Source information:
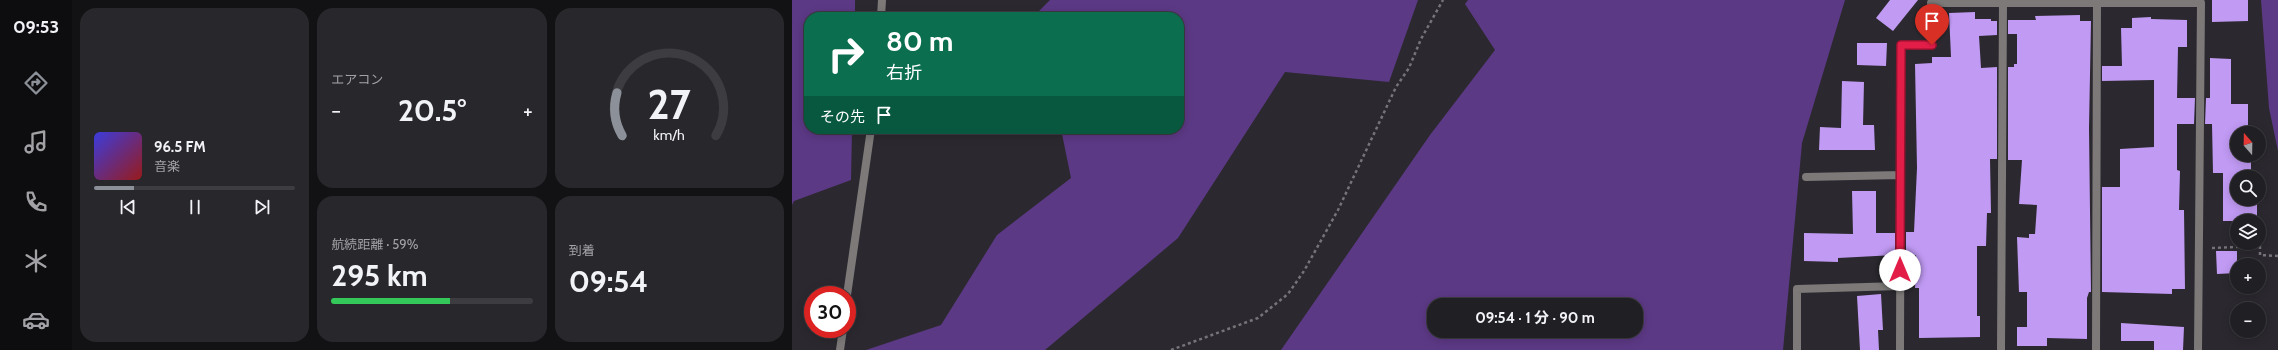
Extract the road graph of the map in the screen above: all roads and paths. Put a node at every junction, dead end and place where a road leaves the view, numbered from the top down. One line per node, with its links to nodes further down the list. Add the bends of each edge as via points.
1 (882, 0): 5 (street)
2 (1443, 0): 15 (path, via 1396,87 1338,210 1288,294 1258,318)
3 (2003, 3): 4 (street); 7 (street, via 1931,3 1932,45 1901,45); 18 (street)
4 (2097, 3): 9 (street, via 2201,3); 19 (street)
5 (881, 12)
6 (870, 134): 11 (street)
7 (1900, 176): 8 (street); 12 (street)
8 (1806, 177)
9 (2199, 248): 10 (path, via 2260,246 2260,255); 20 (street)
10 (2278, 256)
11 (848, 286)
12 (1900, 286): 16 (street, via 1797,289); 17 (street)
13 (841, 338): 14 (street)
14 (840, 350)
15 (1171, 350)
16 (1797, 350)
17 (1900, 350)
18 (2001, 350)
19 (2096, 350)
20 (2198, 350)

Required action: A faithful, complete copy of the entries is required, without the pictures.

Solution to this exercise:
Extract the road graph of the map in the screen above: all roads and paths. Put a node at every junction, dead end and place where a road leaves the view, numbered from the top down. One line per node, with its links to nodes further down the list. Add the bends of each edge as via points.
1 (882, 0): 5 (street)
2 (1443, 0): 15 (path, via 1396,87 1338,210 1288,294 1258,318)
3 (2003, 3): 4 (street); 7 (street, via 1931,3 1932,45 1901,45); 18 (street)
4 (2097, 3): 9 (street, via 2201,3); 19 (street)
5 (881, 12)
6 (870, 134): 11 (street)
7 (1900, 176): 8 (street); 12 (street)
8 (1806, 177)
9 (2199, 248): 10 (path, via 2260,246 2260,255); 20 (street)
10 (2278, 256)
11 (848, 286)
12 (1900, 286): 16 (street, via 1797,289); 17 (street)
13 (841, 338): 14 (street)
14 (840, 350)
15 (1171, 350)
16 (1797, 350)
17 (1900, 350)
18 (2001, 350)
19 (2096, 350)
20 (2198, 350)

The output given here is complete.